Since plans for the buy-back were announced on Tuesday,
questions have swirled about whether it will tempt enough
bondholders to cut Greek debt by a net 20 billion euros.
Under the plan, Greece aims to cut its overall indebtedness
by spending 10 billion euros from its rescue package to buy back
about 30 billion euros of bonds for less than it would have to
pay if its creditors held them to maturity.
A senior government official said Athens would unveil the
terms of the deal on Monday before a meeting of euro zone
finance ministers, at which Greek minister Yannis Stournaras
would brief his counterparts.
"There will be a debriefing by the Greek minister on the
steps he will have taken by then," said a senior EU official.
"On Monday you will see it all."
Euro zone officials said the bloc hoped Greece would be able
to repurchase at least 40 billion euros of its own bonds.
The price that Athens will offer bondholders is likely to
vary depending on the bond rather than be a uniform rate for all
holders, a senior Greek finance official has told Reuters.

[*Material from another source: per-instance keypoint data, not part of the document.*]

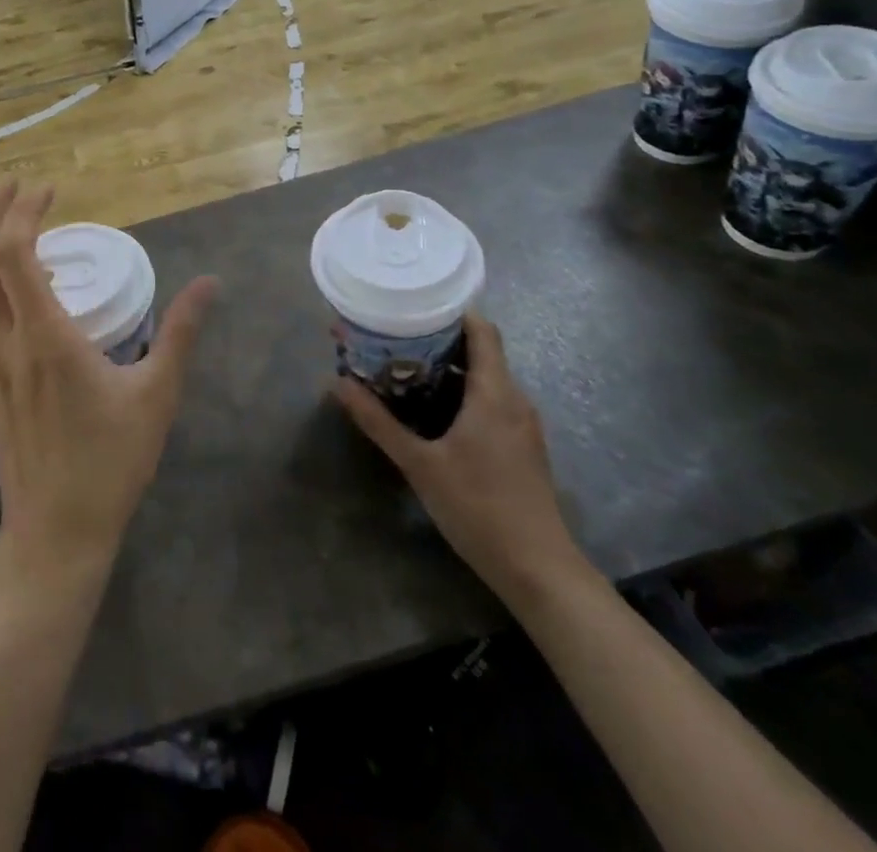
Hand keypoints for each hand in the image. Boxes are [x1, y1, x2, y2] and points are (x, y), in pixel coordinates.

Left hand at [0, 181, 216, 588]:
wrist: (57, 530)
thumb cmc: (111, 462)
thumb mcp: (157, 394)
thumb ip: (181, 332)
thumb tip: (211, 282)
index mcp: (45, 337)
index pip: (13, 253)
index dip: (23, 211)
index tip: (49, 190)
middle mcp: (3, 341)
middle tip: (16, 186)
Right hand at [334, 315, 583, 606]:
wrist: (539, 571)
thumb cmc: (479, 507)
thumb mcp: (419, 463)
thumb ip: (378, 421)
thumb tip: (337, 383)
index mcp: (494, 392)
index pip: (481, 329)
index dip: (449, 311)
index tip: (411, 305)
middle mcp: (513, 399)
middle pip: (478, 351)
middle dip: (434, 340)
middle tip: (390, 337)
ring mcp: (520, 424)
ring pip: (482, 378)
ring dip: (444, 369)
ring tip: (399, 368)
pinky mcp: (520, 446)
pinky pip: (488, 402)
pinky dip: (457, 394)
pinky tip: (427, 409)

On the secondary market, Greek bonds eligible under the
buy-back ranged from 25.15 to 34.41 cents in the euro at the
close of trading on Nov. 23, Reuters data showed.

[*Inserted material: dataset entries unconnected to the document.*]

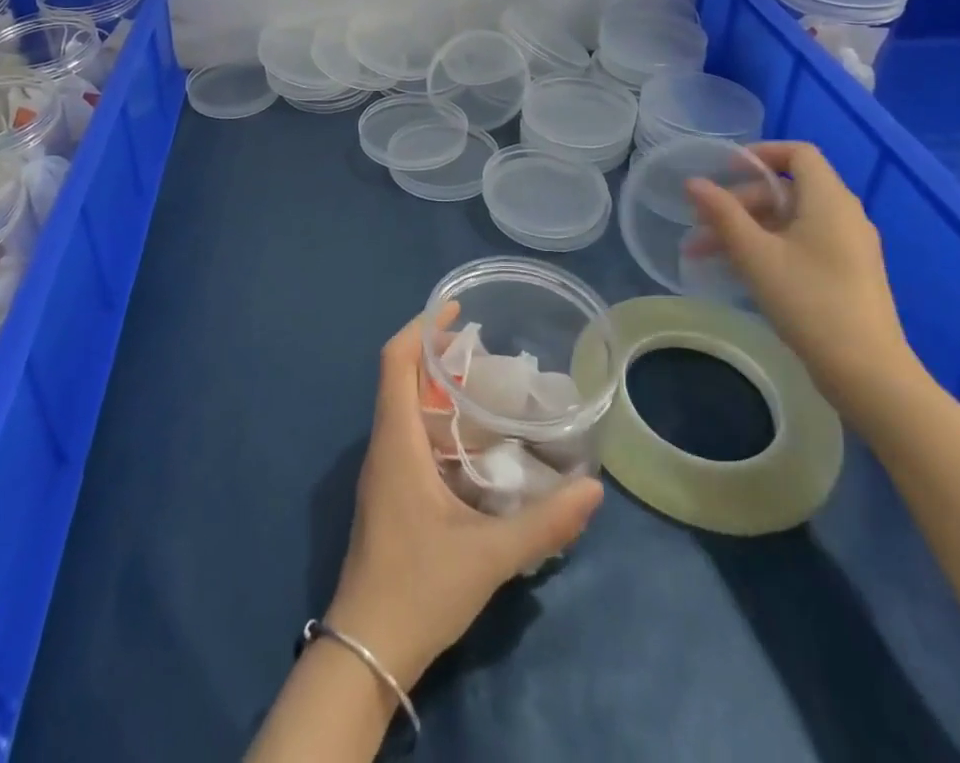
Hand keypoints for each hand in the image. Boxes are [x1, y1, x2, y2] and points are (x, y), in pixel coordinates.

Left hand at [323, 314, 604, 690]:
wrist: (366, 650)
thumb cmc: (419, 589)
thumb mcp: (489, 557)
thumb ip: (544, 523)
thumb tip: (593, 489)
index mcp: (397, 441)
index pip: (395, 361)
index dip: (421, 327)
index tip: (455, 310)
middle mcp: (384, 445)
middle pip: (400, 377)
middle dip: (436, 353)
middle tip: (485, 350)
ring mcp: (383, 470)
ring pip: (403, 407)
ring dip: (436, 387)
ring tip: (485, 387)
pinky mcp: (389, 493)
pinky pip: (408, 435)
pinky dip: (435, 420)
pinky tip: (473, 443)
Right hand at [686, 141, 925, 427]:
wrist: (867, 372)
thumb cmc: (809, 302)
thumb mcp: (755, 255)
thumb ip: (722, 214)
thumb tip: (693, 183)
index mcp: (829, 201)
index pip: (799, 153)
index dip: (760, 153)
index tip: (724, 170)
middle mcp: (844, 216)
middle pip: (786, 189)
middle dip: (739, 202)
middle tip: (702, 225)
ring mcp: (849, 247)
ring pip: (789, 219)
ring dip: (746, 228)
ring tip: (707, 253)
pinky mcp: (847, 273)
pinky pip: (802, 242)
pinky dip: (768, 245)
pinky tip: (740, 270)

Greece's lenders agreed this week that the bonds, which have
a nominal value of 63 billion euros, would not be purchased for
more than the closing price on that date. The offer goes in
theory also to holders of about 4 billion euros of old Greek
bonds, who refused to take part in a debt cut scheme in March.
A Reuters calculator on the buy-back shows that if the
buy-back price was set at the Nov 23 closing prices, even a 50
percent participation rate would be enough for a successful deal
- in this instance, Athens would have to spend just 8.7 billion
euros to buy back debt worth 31.5 billion euros.

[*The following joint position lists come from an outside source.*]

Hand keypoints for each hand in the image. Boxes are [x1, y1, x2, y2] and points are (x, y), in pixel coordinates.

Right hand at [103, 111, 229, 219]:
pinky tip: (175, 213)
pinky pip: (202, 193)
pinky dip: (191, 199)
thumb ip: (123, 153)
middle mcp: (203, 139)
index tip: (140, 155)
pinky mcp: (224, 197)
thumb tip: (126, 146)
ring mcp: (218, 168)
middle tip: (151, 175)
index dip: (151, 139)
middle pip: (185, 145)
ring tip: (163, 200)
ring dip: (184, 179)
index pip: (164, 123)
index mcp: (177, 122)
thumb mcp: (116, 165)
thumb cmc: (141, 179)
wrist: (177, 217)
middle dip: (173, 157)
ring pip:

For Athens to spend 10 billion euros, it would have to buy
back around 60 percent of the outstanding bonds. This could save
Greece 39 billion euros gross on the face value of the bonds and
the interest payments due on them.
Athens has pressed its banks - which hold nearly 17 billion
euros of the bonds - to take part in the deal, saying it was the
"patriotic duty" of Greeks to ensure the buy-back is a success.
"The buy-back must succeed. It's our patriotic duty to
succeed, it is important for the country's credibility,"
Stournaras said last week.
Despite fears that Greek banks - already battered by the
country's deep economic crisis - would be forced to book losses
from the buy-back there have been growing indications they are
likely to participate.
Prime Minister Antonis Samaras said Greek banks would
benefit from the voluntary debt buy-back - which is crucial to
unlocking aid that will largely be used to recapitalise them -
since they held Greek bonds at lower prices on their books.
"They won't lose any of their capital but will end up with
more liquidity," he was quoted as saying in an interview with
Sunday's Proto Thema newspaper.
The deal is seen as a golden opportunity for hedge funds
which have bought the bonds at rock-bottom prices.
Athens must complete the buy-backs by Dec. 13 to receive
more than 30 billion euros in bailout payments.
Greek pension funds holding more than 8 billion euros of the
bonds will not take part, Samaras said.
"The debt buy-back does not concern the pension funds," he
said. "We wouldn't erase the debt even if we took the funds'
bonds. These are seen as arrears of the state to itself."